(Beginning of ENTRIES SUPPLIED)
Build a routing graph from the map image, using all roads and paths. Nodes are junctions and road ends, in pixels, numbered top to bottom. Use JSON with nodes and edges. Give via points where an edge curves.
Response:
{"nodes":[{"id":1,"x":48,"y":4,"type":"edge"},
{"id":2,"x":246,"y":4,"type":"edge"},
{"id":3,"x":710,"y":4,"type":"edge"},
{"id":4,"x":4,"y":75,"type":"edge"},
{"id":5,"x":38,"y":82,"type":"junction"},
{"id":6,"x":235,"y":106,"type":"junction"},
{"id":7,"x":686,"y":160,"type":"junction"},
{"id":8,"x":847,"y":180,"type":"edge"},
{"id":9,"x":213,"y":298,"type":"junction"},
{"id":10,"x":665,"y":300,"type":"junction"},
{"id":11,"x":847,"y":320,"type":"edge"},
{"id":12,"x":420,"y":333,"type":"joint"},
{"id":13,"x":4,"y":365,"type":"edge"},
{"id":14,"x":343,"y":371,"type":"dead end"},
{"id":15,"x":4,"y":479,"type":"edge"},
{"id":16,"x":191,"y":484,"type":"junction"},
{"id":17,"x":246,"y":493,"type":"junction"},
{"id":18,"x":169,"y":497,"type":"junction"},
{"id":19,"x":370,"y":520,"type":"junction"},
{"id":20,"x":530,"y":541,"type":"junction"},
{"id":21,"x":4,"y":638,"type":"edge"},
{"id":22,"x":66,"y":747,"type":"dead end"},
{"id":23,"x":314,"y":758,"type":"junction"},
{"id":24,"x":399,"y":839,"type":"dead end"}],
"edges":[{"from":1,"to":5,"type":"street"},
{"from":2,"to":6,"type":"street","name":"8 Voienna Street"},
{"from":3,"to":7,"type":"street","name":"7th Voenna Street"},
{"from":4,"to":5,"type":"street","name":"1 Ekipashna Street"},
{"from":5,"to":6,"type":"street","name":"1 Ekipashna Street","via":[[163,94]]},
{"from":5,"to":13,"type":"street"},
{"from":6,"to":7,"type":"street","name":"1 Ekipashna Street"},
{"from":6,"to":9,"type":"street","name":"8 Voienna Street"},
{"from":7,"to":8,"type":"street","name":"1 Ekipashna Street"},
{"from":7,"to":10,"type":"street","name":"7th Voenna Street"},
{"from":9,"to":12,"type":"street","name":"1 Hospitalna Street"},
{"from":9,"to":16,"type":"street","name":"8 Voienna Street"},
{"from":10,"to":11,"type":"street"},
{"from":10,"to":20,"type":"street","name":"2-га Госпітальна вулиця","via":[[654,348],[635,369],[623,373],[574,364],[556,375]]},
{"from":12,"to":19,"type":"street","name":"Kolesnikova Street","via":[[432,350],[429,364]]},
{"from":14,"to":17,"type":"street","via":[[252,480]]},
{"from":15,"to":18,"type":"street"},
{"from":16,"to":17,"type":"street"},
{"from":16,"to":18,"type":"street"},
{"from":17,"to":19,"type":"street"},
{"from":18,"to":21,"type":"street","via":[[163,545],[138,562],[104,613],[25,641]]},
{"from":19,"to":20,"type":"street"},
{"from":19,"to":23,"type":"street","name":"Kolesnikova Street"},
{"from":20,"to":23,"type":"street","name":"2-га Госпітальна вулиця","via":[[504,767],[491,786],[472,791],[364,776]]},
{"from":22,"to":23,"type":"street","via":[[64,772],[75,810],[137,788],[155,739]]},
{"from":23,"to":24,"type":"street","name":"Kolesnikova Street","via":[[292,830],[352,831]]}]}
(End of ENTRIES SUPPLIED)
**WORK ITEM:**
Would you write out all of the data again, unchanged?

**SOLUTION FOR THIS EXERCISE:**
Build a routing graph from the map image, using all roads and paths. Nodes are junctions and road ends, in pixels, numbered top to bottom. Use JSON with nodes and edges. Give via points where an edge curves.
Response:
{"nodes":[{"id":1,"x":48,"y":4,"type":"edge"},
{"id":2,"x":246,"y":4,"type":"edge"},
{"id":3,"x":710,"y":4,"type":"edge"},
{"id":4,"x":4,"y":75,"type":"edge"},
{"id":5,"x":38,"y":82,"type":"junction"},
{"id":6,"x":235,"y":106,"type":"junction"},
{"id":7,"x":686,"y":160,"type":"junction"},
{"id":8,"x":847,"y":180,"type":"edge"},
{"id":9,"x":213,"y":298,"type":"junction"},
{"id":10,"x":665,"y":300,"type":"junction"},
{"id":11,"x":847,"y":320,"type":"edge"},
{"id":12,"x":420,"y":333,"type":"joint"},
{"id":13,"x":4,"y":365,"type":"edge"},
{"id":14,"x":343,"y":371,"type":"dead end"},
{"id":15,"x":4,"y":479,"type":"edge"},
{"id":16,"x":191,"y":484,"type":"junction"},
{"id":17,"x":246,"y":493,"type":"junction"},
{"id":18,"x":169,"y":497,"type":"junction"},
{"id":19,"x":370,"y":520,"type":"junction"},
{"id":20,"x":530,"y":541,"type":"junction"},
{"id":21,"x":4,"y":638,"type":"edge"},
{"id":22,"x":66,"y":747,"type":"dead end"},
{"id":23,"x":314,"y":758,"type":"junction"},
{"id":24,"x":399,"y":839,"type":"dead end"}],
"edges":[{"from":1,"to":5,"type":"street"},
{"from":2,"to":6,"type":"street","name":"8 Voienna Street"},
{"from":3,"to":7,"type":"street","name":"7th Voenna Street"},
{"from":4,"to":5,"type":"street","name":"1 Ekipashna Street"},
{"from":5,"to":6,"type":"street","name":"1 Ekipashna Street","via":[[163,94]]},
{"from":5,"to":13,"type":"street"},
{"from":6,"to":7,"type":"street","name":"1 Ekipashna Street"},
{"from":6,"to":9,"type":"street","name":"8 Voienna Street"},
{"from":7,"to":8,"type":"street","name":"1 Ekipashna Street"},
{"from":7,"to":10,"type":"street","name":"7th Voenna Street"},
{"from":9,"to":12,"type":"street","name":"1 Hospitalna Street"},
{"from":9,"to":16,"type":"street","name":"8 Voienna Street"},
{"from":10,"to":11,"type":"street"},
{"from":10,"to":20,"type":"street","name":"2-га Госпітальна вулиця","via":[[654,348],[635,369],[623,373],[574,364],[556,375]]},
{"from":12,"to":19,"type":"street","name":"Kolesnikova Street","via":[[432,350],[429,364]]},
{"from":14,"to":17,"type":"street","via":[[252,480]]},
{"from":15,"to":18,"type":"street"},
{"from":16,"to":17,"type":"street"},
{"from":16,"to":18,"type":"street"},
{"from":17,"to":19,"type":"street"},
{"from":18,"to":21,"type":"street","via":[[163,545],[138,562],[104,613],[25,641]]},
{"from":19,"to":20,"type":"street"},
{"from":19,"to":23,"type":"street","name":"Kolesnikova Street"},
{"from":20,"to":23,"type":"street","name":"2-га Госпітальна вулиця","via":[[504,767],[491,786],[472,791],[364,776]]},
{"from":22,"to":23,"type":"street","via":[[64,772],[75,810],[137,788],[155,739]]},
{"from":23,"to":24,"type":"street","name":"Kolesnikova Street","via":[[292,830],[352,831]]}]}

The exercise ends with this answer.